▸ **THE TASK**
Every line below should be given again without alteration.

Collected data
--

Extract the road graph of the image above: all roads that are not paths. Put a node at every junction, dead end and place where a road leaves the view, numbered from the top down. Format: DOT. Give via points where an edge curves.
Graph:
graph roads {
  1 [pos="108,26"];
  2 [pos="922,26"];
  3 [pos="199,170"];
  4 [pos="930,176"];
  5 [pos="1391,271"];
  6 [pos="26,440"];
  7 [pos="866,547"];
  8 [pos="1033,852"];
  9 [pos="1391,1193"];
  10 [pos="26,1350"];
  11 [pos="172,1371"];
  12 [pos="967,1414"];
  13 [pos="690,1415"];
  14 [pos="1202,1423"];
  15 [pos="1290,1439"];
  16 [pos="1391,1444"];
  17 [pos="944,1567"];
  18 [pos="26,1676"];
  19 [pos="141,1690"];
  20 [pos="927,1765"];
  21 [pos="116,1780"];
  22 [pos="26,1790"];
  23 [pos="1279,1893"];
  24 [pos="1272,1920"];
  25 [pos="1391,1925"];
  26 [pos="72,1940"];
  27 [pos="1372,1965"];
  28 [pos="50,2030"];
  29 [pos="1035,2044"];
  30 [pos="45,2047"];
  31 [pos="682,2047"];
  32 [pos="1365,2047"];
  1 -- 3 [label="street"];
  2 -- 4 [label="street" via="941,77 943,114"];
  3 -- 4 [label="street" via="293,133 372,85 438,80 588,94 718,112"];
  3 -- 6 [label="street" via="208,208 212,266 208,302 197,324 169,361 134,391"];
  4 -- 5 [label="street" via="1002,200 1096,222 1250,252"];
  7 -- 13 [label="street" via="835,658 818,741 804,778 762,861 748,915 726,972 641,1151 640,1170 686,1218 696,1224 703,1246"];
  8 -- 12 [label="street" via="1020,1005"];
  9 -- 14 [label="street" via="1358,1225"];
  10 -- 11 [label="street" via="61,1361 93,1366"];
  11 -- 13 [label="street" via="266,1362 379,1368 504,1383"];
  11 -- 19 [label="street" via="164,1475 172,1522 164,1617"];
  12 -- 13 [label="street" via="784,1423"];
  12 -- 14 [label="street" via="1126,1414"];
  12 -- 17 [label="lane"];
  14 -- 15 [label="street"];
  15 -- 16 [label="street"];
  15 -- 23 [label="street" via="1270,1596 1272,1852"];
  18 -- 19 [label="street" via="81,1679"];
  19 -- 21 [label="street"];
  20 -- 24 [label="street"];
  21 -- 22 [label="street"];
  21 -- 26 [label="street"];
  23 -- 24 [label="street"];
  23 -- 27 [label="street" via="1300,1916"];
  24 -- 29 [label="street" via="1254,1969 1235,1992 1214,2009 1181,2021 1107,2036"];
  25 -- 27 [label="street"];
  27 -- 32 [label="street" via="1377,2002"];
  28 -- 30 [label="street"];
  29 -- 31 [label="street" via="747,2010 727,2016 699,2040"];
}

--

▸ **FINISHED EXERCISE**
Extract the road graph of the image above: all roads that are not paths. Put a node at every junction, dead end and place where a road leaves the view, numbered from the top down. Format: DOT. Give via points where an edge curves.
Graph:
graph roads {
  1 [pos="108,26"];
  2 [pos="922,26"];
  3 [pos="199,170"];
  4 [pos="930,176"];
  5 [pos="1391,271"];
  6 [pos="26,440"];
  7 [pos="866,547"];
  8 [pos="1033,852"];
  9 [pos="1391,1193"];
  10 [pos="26,1350"];
  11 [pos="172,1371"];
  12 [pos="967,1414"];
  13 [pos="690,1415"];
  14 [pos="1202,1423"];
  15 [pos="1290,1439"];
  16 [pos="1391,1444"];
  17 [pos="944,1567"];
  18 [pos="26,1676"];
  19 [pos="141,1690"];
  20 [pos="927,1765"];
  21 [pos="116,1780"];
  22 [pos="26,1790"];
  23 [pos="1279,1893"];
  24 [pos="1272,1920"];
  25 [pos="1391,1925"];
  26 [pos="72,1940"];
  27 [pos="1372,1965"];
  28 [pos="50,2030"];
  29 [pos="1035,2044"];
  30 [pos="45,2047"];
  31 [pos="682,2047"];
  32 [pos="1365,2047"];
  1 -- 3 [label="street"];
  2 -- 4 [label="street" via="941,77 943,114"];
  3 -- 4 [label="street" via="293,133 372,85 438,80 588,94 718,112"];
  3 -- 6 [label="street" via="208,208 212,266 208,302 197,324 169,361 134,391"];
  4 -- 5 [label="street" via="1002,200 1096,222 1250,252"];
  7 -- 13 [label="street" via="835,658 818,741 804,778 762,861 748,915 726,972 641,1151 640,1170 686,1218 696,1224 703,1246"];
  8 -- 12 [label="street" via="1020,1005"];
  9 -- 14 [label="street" via="1358,1225"];
  10 -- 11 [label="street" via="61,1361 93,1366"];
  11 -- 13 [label="street" via="266,1362 379,1368 504,1383"];
  11 -- 19 [label="street" via="164,1475 172,1522 164,1617"];
  12 -- 13 [label="street" via="784,1423"];
  12 -- 14 [label="street" via="1126,1414"];
  12 -- 17 [label="lane"];
  14 -- 15 [label="street"];
  15 -- 16 [label="street"];
  15 -- 23 [label="street" via="1270,1596 1272,1852"];
  18 -- 19 [label="street" via="81,1679"];
  19 -- 21 [label="street"];
  20 -- 24 [label="street"];
  21 -- 22 [label="street"];
  21 -- 26 [label="street"];
  23 -- 24 [label="street"];
  23 -- 27 [label="street" via="1300,1916"];
  24 -- 29 [label="street" via="1254,1969 1235,1992 1214,2009 1181,2021 1107,2036"];
  25 -- 27 [label="street"];
  27 -- 32 [label="street" via="1377,2002"];
  28 -- 30 [label="street"];
  29 -- 31 [label="street" via="747,2010 727,2016 699,2040"];
}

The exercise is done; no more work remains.